(Photo credits: Unsplash – Matthew Henry)
Several major US regional banks reported profit declines on Wednesday, further signaling that higher interest rates are starting to dampen 2023 earnings growth.
Charles Schwab SCHW.N , Citizens Financial CFG.N and US Bancorp USB.N said that in addition to one-time charges, rising costs of maintaining customer deposits reduced fourth-quarter net interest income (NII), the difference between What banks earn on loans and what they pay on deposits.
Last year, the Federal Reserve’s rate hikes aimed at curbing inflation boosted net interest income for many lenders. But growing competition for deposits from the country’s biggest banks is hurting mid-sized banks’ profits and in some cases slowing loan growth.

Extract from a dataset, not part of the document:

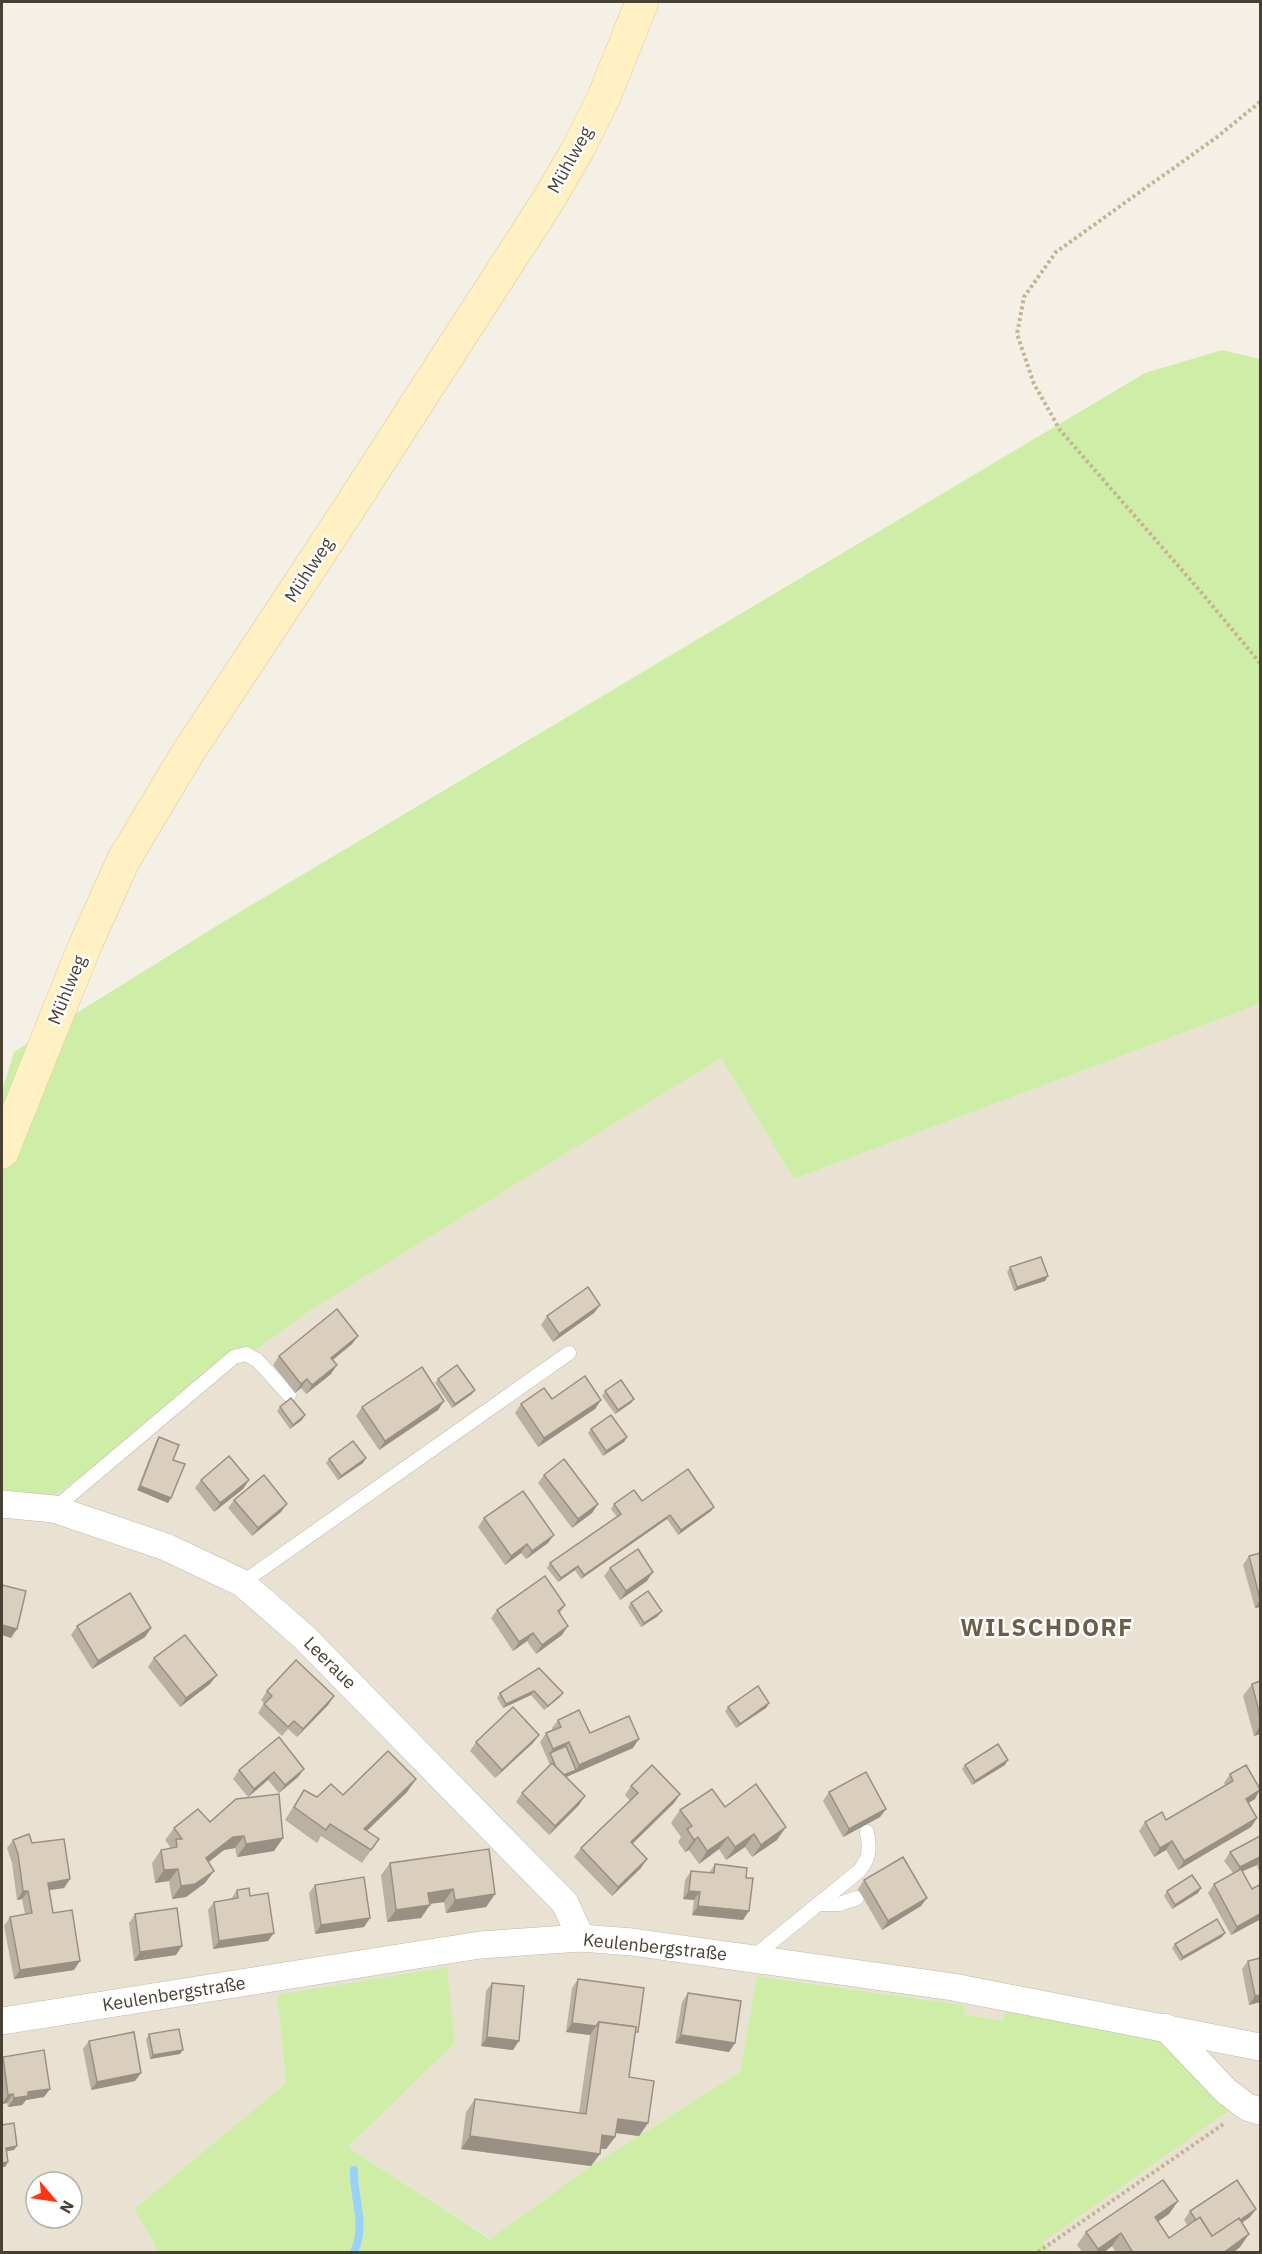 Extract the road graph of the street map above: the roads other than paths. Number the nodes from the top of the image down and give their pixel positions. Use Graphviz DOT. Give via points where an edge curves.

After the collapse of Silicon Valley Bank and two other regional lenders last year, big banks have benefited from an exodus of deposits from smaller institutions, which are seen as risky.
Charles Schwab’s quarterly profit fell 47% (), partly due to a 30% drop in net interest margin due to an increase in the cost of deposits. Schwab paid an average of 1.37% on deposits, up from 0.46% a year ago.
Citizens reported a 71% drop in profit with a 12% drop in net interest margin. US Bancorp USB.N’s profit fell 14%, as the NII fell 4.2%. On Tuesday, PNC Financial PNC.N, another major regional bank, reported a profit decline with an 8% contraction in the NII.
Some banks said the outlook for NII is weak. For example, Citizens warned that its NII this year could be 6% to 9% lower than the $6.24 billion in 2023.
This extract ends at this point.